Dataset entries
# # #

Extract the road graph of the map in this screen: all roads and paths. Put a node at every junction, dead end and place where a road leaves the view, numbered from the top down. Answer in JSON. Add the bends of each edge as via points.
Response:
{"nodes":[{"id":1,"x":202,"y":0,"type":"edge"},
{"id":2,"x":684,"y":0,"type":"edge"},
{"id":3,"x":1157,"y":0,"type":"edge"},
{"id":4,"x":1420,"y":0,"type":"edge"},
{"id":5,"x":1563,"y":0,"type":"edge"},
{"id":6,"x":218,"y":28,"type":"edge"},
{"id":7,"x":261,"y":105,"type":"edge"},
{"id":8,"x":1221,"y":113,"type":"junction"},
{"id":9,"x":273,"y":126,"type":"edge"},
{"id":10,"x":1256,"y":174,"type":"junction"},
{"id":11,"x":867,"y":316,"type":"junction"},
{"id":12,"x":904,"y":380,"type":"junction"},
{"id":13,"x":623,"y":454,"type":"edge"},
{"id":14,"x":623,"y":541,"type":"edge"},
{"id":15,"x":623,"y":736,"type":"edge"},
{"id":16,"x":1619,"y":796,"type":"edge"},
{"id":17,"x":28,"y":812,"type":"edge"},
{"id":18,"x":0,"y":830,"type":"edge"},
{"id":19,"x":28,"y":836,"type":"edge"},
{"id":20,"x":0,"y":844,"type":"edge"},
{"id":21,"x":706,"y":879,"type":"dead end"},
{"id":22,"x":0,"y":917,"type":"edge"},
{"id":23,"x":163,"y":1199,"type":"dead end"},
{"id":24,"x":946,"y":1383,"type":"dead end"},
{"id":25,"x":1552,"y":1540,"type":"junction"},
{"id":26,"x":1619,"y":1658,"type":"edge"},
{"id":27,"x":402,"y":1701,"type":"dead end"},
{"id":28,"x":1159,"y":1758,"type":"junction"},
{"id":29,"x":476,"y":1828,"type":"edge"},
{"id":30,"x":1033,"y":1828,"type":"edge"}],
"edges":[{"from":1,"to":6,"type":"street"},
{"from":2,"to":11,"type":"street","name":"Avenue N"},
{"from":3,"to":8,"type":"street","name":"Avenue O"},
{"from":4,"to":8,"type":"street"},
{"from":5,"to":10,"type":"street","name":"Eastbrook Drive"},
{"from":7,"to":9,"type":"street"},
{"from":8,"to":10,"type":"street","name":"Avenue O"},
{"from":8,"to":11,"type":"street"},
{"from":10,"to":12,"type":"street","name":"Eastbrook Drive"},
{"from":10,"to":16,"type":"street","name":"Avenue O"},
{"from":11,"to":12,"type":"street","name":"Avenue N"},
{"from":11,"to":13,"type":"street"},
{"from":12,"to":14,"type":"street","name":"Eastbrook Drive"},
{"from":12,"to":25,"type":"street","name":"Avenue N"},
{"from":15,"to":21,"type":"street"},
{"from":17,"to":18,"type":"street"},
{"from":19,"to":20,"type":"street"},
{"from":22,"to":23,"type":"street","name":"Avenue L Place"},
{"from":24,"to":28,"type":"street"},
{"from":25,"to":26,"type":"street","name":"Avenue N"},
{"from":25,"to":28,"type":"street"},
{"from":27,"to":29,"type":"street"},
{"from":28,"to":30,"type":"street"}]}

# # #

## [What to do]
Each entry above is to be returned exactly as given.

## [Task answer]
Extract the road graph of the map in this screen: all roads and paths. Put a node at every junction, dead end and place where a road leaves the view, numbered from the top down. Answer in JSON. Add the bends of each edge as via points.
Response:
{"nodes":[{"id":1,"x":202,"y":0,"type":"edge"},
{"id":2,"x":684,"y":0,"type":"edge"},
{"id":3,"x":1157,"y":0,"type":"edge"},
{"id":4,"x":1420,"y":0,"type":"edge"},
{"id":5,"x":1563,"y":0,"type":"edge"},
{"id":6,"x":218,"y":28,"type":"edge"},
{"id":7,"x":261,"y":105,"type":"edge"},
{"id":8,"x":1221,"y":113,"type":"junction"},
{"id":9,"x":273,"y":126,"type":"edge"},
{"id":10,"x":1256,"y":174,"type":"junction"},
{"id":11,"x":867,"y":316,"type":"junction"},
{"id":12,"x":904,"y":380,"type":"junction"},
{"id":13,"x":623,"y":454,"type":"edge"},
{"id":14,"x":623,"y":541,"type":"edge"},
{"id":15,"x":623,"y":736,"type":"edge"},
{"id":16,"x":1619,"y":796,"type":"edge"},
{"id":17,"x":28,"y":812,"type":"edge"},
{"id":18,"x":0,"y":830,"type":"edge"},
{"id":19,"x":28,"y":836,"type":"edge"},
{"id":20,"x":0,"y":844,"type":"edge"},
{"id":21,"x":706,"y":879,"type":"dead end"},
{"id":22,"x":0,"y":917,"type":"edge"},
{"id":23,"x":163,"y":1199,"type":"dead end"},
{"id":24,"x":946,"y":1383,"type":"dead end"},
{"id":25,"x":1552,"y":1540,"type":"junction"},
{"id":26,"x":1619,"y":1658,"type":"edge"},
{"id":27,"x":402,"y":1701,"type":"dead end"},
{"id":28,"x":1159,"y":1758,"type":"junction"},
{"id":29,"x":476,"y":1828,"type":"edge"},
{"id":30,"x":1033,"y":1828,"type":"edge"}],
"edges":[{"from":1,"to":6,"type":"street"},
{"from":2,"to":11,"type":"street","name":"Avenue N"},
{"from":3,"to":8,"type":"street","name":"Avenue O"},
{"from":4,"to":8,"type":"street"},
{"from":5,"to":10,"type":"street","name":"Eastbrook Drive"},
{"from":7,"to":9,"type":"street"},
{"from":8,"to":10,"type":"street","name":"Avenue O"},
{"from":8,"to":11,"type":"street"},
{"from":10,"to":12,"type":"street","name":"Eastbrook Drive"},
{"from":10,"to":16,"type":"street","name":"Avenue O"},
{"from":11,"to":12,"type":"street","name":"Avenue N"},
{"from":11,"to":13,"type":"street"},
{"from":12,"to":14,"type":"street","name":"Eastbrook Drive"},
{"from":12,"to":25,"type":"street","name":"Avenue N"},
{"from":15,"to":21,"type":"street"},
{"from":17,"to":18,"type":"street"},
{"from":19,"to":20,"type":"street"},
{"from":22,"to":23,"type":"street","name":"Avenue L Place"},
{"from":24,"to":28,"type":"street"},
{"from":25,"to":26,"type":"street","name":"Avenue N"},
{"from":25,"to":28,"type":"street"},
{"from":27,"to":29,"type":"street"},
{"from":28,"to":30,"type":"street"}]}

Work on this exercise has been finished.